She received permission for this order to be affiliated with the Benedictines of Mount Oliveto. The order first was called the Oblates of Mary and then the Oblates of Tor de Specchi. After seven or eight years, the order acquired its own facility.

Frances spent as much time as possible with the order but refused to be acknowledged as foundress. She dictated to her confessor the words of their Rule, which she said had been given to her by St. Paul, in the presence of Mary, St. Benedict and St. Mary Magdalen, who were the patrons of her community.

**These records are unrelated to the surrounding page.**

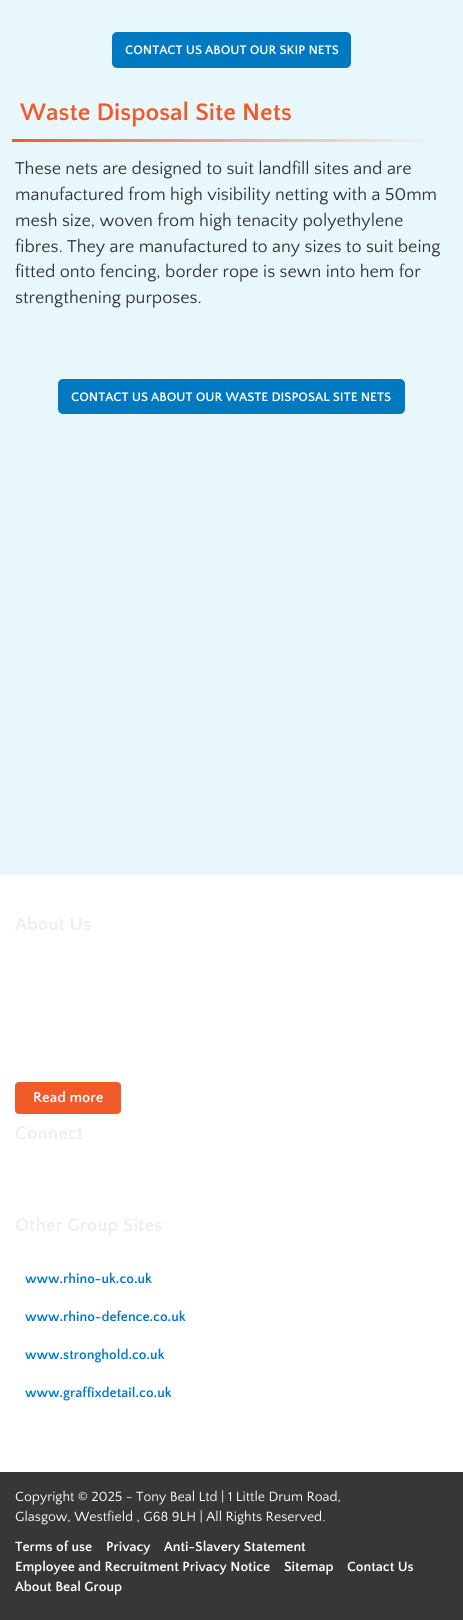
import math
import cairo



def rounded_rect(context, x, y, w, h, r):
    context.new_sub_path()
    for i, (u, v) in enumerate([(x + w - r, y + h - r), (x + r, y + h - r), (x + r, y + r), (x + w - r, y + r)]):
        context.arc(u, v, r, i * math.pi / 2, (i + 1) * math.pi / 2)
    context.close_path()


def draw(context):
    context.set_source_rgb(1, 1, 1)
    context.paint()
    context.set_source_rgb(231 / 255, 247 / 255, 252 / 255)
    context.rectangle(0, 0, 463, 875)
    context.fill()
    context.set_source_rgb(0, 121 / 255, 193 / 255)
    rounded_rect(context, 113, 33, 237, 34, 4)
    context.fill_preserve()
    context.stroke()
    gradient = cairo.LinearGradient(12, 141, 436, 141)
    gradient.add_color_stop_rgba(0, 241 / 255, 90 / 255, 41 / 255, 1)
    gradient.add_color_stop_rgba(1, 231 / 255, 247 / 255, 252 / 255, 1)
    context.set_source(gradient)
    context.rectangle(12, 139, 424, 3)
    context.fill()
    context.set_source_rgb(0, 121 / 255, 193 / 255)
    rounded_rect(context, 59, 380, 345, 33, 4)
    context.fill_preserve()
    context.stroke()
    context.set_source_rgb(241 / 255, 90 / 255, 41 / 255)
    rounded_rect(context, 15, 1082, 106, 32, 4)
    context.fill()
    context.set_source_rgb(55 / 255, 55 / 255, 54 / 255)
    context.rectangle(0, 1472, 463, 148)
    context.fill()
    context.select_font_face("Quattrocento Sans", cairo.FontSlant.NORMAL, cairo.FontWeight.BOLD)
    context.set_font_size(13)
    context.set_source_rgb(1, 1, 1)
    context.move_to(125, 54)
    context.show_text("CONTACT US ABOUT OUR SKIP NETS")
    context.set_font_size(25)
    context.set_source_rgb(241 / 255, 90 / 255, 41 / 255)
    context.move_to(20, 120)
    context.show_text("Waste Disposal Site Nets")
    context.select_font_face("Quattrocento Sans")
    context.set_font_size(18)
    context.set_source_rgb(51 / 255, 51 / 255, 51 / 255)
    context.move_to(15, 174)
    context.show_text("These nets are designed to suit landfill sites and are")
    context.move_to(15, 200)
    context.show_text("manufactured from high visibility netting with a 50mm")
    context.move_to(15, 226)
    context.show_text("mesh size, woven from high tenacity polyethylene")
    context.move_to(15, 252)
    context.show_text("fibres. They are manufactured to any sizes to suit being")
    context.move_to(15, 277)
    context.show_text("fitted onto fencing, border rope is sewn into hem for")
    context.move_to(15, 303)
    context.show_text("strengthening purposes.")
    context.select_font_face("Quattrocento Sans", cairo.FontSlant.NORMAL, cairo.FontWeight.BOLD)
    context.set_font_size(13)
    context.set_source_rgb(1, 1, 1)
    context.move_to(71, 401)
    context.show_text("CONTACT US ABOUT OUR WASTE DISPOSAL SITE NETS")
    context.set_font_size(19)
    context.set_source_rgb(238 / 255, 238 / 255, 238 / 255)
    context.move_to(15, 930)
    context.show_text("About Us")
    context.set_font_size(15)
    context.set_source_rgb(1, 1, 1)
    context.move_to(33, 1102)
    context.show_text("Read more")
    context.set_font_size(19)
    context.set_source_rgb(238 / 255, 238 / 255, 238 / 255)
    context.move_to(15, 1139)
    context.show_text("Connect")
    context.move_to(15, 1231)
    context.show_text("Other Group Sites")
    context.set_font_size(14)
    context.set_source_rgb(0, 122 / 255, 204 / 255)
    context.move_to(25, 1283)
    context.show_text("www.rhino-uk.co.uk")
    context.move_to(25, 1321)
    context.show_text("www.rhino-defence.co.uk")
    context.move_to(25, 1359)
    context.show_text("www.stronghold.co.uk")
    context.move_to(25, 1397)
    context.show_text("www.graffixdetail.co.uk")
    context.select_font_face("Quattrocento Sans")
    context.set_source_rgb(1, 1, 1)
    context.move_to(15, 1501)
    context.show_text("Copyright © 2025 - Tony Beal Ltd | 1 Little Drum Road,")
    context.move_to(15, 1521)
    context.show_text("Glasgow, Westfield , G68 9LH | All Rights Reserved.")
    context.select_font_face("Quattrocento Sans", cairo.FontSlant.NORMAL, cairo.FontWeight.BOLD)
    context.move_to(15, 1551)
    context.show_text("Terms of use")
    context.move_to(106, 1551)
    context.show_text("Privacy")
    context.move_to(164, 1551)
    context.show_text("Anti-Slavery Statement")
    context.move_to(15, 1571)
    context.show_text("Employee and Recruitment Privacy Notice")
    context.move_to(284, 1571)
    context.show_text("Sitemap")
    context.move_to(347, 1571)
    context.show_text("Contact Us")
    context.move_to(15, 1591)
    context.show_text("About Beal Group")


surface = cairo.ImageSurface(cairo.Format.RGB24, 463, 1620)
context = cairo.Context(surface)
options = cairo.FontOptions()
options.set_hint_metrics(cairo.HintMetrics.OFF)
options.set_hint_style(cairo.HintStyle.NONE)
context.set_font_options(options)
context.set_miter_limit(4)
draw(context)
surface.write_to_png("out.png")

Lorenzo died in 1436, and Frances retired to the order. The superioress, Agnes de Lillis, resigned and Frances assumed the post. In spring 1440, she went to visit Battista and his wife, and became ill on the way home. Her director met her en route and ordered her back to her son’s home.

She spent seven days on her deathbed and died on March 9. Her last act was to read her Little Office of the Virgin Mary. She was buried in Santa Maria Nuova, in the chapel of the church of her oblates. The church is now known as the church of Santa Francesca Romana. Today she is known as the patron saint of widows and motorists.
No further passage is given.